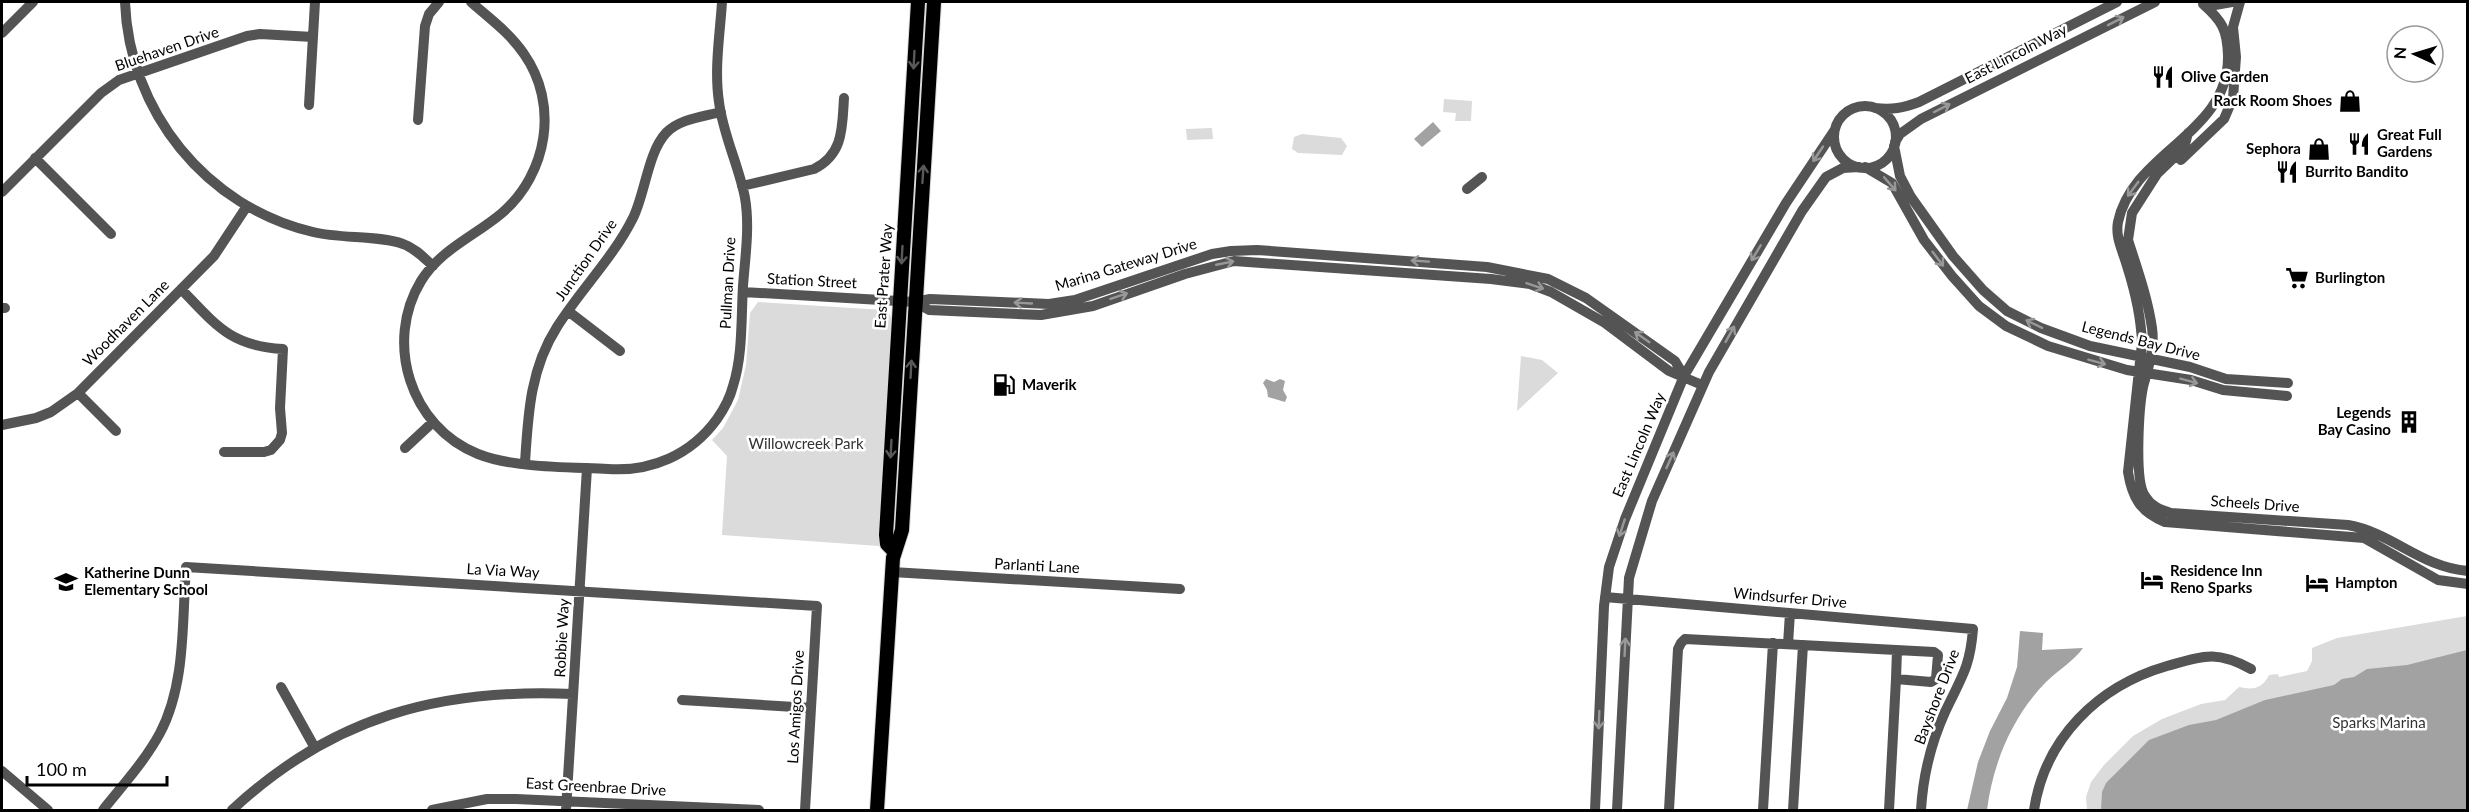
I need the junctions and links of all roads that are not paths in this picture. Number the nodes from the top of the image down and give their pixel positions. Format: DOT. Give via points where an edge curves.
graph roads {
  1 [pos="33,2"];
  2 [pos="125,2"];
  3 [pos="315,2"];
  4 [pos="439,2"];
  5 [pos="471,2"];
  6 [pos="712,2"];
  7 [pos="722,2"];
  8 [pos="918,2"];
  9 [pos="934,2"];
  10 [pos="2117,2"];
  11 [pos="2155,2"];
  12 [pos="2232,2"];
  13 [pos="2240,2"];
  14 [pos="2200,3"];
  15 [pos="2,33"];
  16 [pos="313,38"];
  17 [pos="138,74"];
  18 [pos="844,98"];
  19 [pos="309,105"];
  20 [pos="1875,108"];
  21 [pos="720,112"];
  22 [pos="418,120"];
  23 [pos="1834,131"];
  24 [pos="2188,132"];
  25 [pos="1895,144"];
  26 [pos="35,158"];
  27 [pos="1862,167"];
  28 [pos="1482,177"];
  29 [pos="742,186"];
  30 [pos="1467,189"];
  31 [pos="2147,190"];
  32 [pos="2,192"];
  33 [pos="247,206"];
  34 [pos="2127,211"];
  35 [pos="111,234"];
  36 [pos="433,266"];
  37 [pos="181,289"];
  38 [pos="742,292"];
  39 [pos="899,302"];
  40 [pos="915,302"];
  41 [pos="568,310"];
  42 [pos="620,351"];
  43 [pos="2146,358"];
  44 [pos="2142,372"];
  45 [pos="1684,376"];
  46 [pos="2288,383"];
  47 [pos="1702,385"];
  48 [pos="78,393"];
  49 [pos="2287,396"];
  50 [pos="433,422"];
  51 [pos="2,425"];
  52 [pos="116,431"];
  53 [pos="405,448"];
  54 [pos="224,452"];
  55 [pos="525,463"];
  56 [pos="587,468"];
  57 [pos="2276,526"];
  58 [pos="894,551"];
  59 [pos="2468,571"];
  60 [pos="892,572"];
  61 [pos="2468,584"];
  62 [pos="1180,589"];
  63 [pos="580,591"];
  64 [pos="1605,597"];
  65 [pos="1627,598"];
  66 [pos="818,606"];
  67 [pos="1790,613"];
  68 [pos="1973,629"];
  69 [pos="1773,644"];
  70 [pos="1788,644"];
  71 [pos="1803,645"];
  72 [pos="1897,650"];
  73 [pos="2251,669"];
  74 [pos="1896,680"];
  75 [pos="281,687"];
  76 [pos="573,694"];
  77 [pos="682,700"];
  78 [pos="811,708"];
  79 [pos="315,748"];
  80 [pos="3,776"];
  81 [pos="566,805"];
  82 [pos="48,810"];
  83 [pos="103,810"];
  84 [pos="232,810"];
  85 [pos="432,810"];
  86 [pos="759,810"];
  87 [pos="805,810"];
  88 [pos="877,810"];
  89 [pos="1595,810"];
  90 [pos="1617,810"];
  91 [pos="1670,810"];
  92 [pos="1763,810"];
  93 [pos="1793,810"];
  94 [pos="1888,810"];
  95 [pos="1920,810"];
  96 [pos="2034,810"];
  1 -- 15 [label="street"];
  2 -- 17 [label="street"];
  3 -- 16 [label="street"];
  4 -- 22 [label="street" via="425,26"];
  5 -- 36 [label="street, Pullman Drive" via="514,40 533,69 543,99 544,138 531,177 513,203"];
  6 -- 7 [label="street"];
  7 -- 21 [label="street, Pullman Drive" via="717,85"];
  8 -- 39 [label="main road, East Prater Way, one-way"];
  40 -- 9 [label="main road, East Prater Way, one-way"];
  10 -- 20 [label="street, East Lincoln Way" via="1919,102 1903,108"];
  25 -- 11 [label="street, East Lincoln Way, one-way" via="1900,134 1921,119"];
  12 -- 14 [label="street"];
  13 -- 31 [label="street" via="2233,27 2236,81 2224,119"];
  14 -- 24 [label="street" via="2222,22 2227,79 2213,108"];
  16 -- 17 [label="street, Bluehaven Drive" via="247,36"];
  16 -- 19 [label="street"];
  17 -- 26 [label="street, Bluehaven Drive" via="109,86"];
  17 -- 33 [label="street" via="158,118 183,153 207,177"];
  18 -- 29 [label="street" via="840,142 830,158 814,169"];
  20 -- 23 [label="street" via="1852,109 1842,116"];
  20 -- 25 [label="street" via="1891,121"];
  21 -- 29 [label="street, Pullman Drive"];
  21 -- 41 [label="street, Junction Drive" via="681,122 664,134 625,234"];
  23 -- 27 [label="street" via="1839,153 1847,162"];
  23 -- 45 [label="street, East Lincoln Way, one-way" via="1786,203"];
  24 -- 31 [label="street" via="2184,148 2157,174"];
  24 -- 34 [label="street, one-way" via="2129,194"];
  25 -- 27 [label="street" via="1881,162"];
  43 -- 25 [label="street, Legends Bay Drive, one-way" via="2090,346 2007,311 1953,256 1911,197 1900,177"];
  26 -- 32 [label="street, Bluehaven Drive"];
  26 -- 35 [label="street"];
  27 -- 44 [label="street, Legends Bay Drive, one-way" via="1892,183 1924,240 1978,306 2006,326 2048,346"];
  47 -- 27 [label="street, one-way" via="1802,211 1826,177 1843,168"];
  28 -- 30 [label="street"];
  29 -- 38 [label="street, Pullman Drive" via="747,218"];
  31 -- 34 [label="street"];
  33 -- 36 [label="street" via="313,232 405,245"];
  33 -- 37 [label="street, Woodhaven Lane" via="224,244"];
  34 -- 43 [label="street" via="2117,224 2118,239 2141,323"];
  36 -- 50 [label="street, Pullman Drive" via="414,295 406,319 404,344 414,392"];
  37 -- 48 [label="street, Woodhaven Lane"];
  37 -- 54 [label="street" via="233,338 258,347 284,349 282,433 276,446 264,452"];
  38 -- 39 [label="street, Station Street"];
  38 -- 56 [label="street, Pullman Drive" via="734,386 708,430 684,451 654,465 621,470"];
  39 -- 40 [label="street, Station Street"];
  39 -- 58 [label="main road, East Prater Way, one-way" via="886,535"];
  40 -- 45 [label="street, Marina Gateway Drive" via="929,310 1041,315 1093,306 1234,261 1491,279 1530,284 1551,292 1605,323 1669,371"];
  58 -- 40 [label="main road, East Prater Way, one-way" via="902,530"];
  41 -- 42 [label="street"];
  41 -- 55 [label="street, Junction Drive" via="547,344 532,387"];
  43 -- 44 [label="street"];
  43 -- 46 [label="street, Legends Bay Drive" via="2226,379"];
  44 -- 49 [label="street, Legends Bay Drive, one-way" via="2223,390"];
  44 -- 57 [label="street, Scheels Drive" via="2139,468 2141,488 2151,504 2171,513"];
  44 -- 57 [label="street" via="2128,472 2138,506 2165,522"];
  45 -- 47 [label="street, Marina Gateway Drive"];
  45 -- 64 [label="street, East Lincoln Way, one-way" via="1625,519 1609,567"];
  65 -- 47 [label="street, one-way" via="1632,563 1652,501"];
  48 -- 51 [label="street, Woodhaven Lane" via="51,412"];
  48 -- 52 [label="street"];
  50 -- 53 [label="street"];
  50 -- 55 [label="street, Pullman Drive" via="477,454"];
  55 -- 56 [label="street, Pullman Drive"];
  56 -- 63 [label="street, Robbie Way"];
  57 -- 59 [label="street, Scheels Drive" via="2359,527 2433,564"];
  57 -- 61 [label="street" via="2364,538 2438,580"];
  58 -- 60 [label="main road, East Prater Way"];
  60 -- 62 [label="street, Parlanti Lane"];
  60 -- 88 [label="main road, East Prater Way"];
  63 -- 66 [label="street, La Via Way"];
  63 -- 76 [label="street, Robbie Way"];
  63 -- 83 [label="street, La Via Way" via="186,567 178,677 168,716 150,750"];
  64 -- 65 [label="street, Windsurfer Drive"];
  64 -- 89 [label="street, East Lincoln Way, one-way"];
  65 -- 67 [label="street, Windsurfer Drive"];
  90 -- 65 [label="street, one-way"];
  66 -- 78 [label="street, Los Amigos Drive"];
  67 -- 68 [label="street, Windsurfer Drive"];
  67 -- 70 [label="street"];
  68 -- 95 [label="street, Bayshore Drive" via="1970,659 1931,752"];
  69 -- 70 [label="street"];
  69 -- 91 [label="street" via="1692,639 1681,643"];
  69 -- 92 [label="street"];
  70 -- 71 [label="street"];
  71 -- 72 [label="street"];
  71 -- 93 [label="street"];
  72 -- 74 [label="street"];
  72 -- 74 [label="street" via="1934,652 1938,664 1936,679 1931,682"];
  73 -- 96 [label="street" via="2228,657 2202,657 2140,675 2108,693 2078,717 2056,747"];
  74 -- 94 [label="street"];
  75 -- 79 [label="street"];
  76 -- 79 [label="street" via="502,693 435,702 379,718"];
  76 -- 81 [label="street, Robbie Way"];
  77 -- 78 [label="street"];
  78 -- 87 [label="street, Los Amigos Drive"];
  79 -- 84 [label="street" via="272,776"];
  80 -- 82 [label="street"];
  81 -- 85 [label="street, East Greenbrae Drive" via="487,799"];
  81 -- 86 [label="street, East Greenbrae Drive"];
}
-*-
**Problem to work on:** Find the word "Robbie" in the entries above, then copy each line that holds it.

**Expected output:**
  56 -- 63 [label="street, Robbie Way"];
  63 -- 76 [label="street, Robbie Way"];
  76 -- 81 [label="street, Robbie Way"];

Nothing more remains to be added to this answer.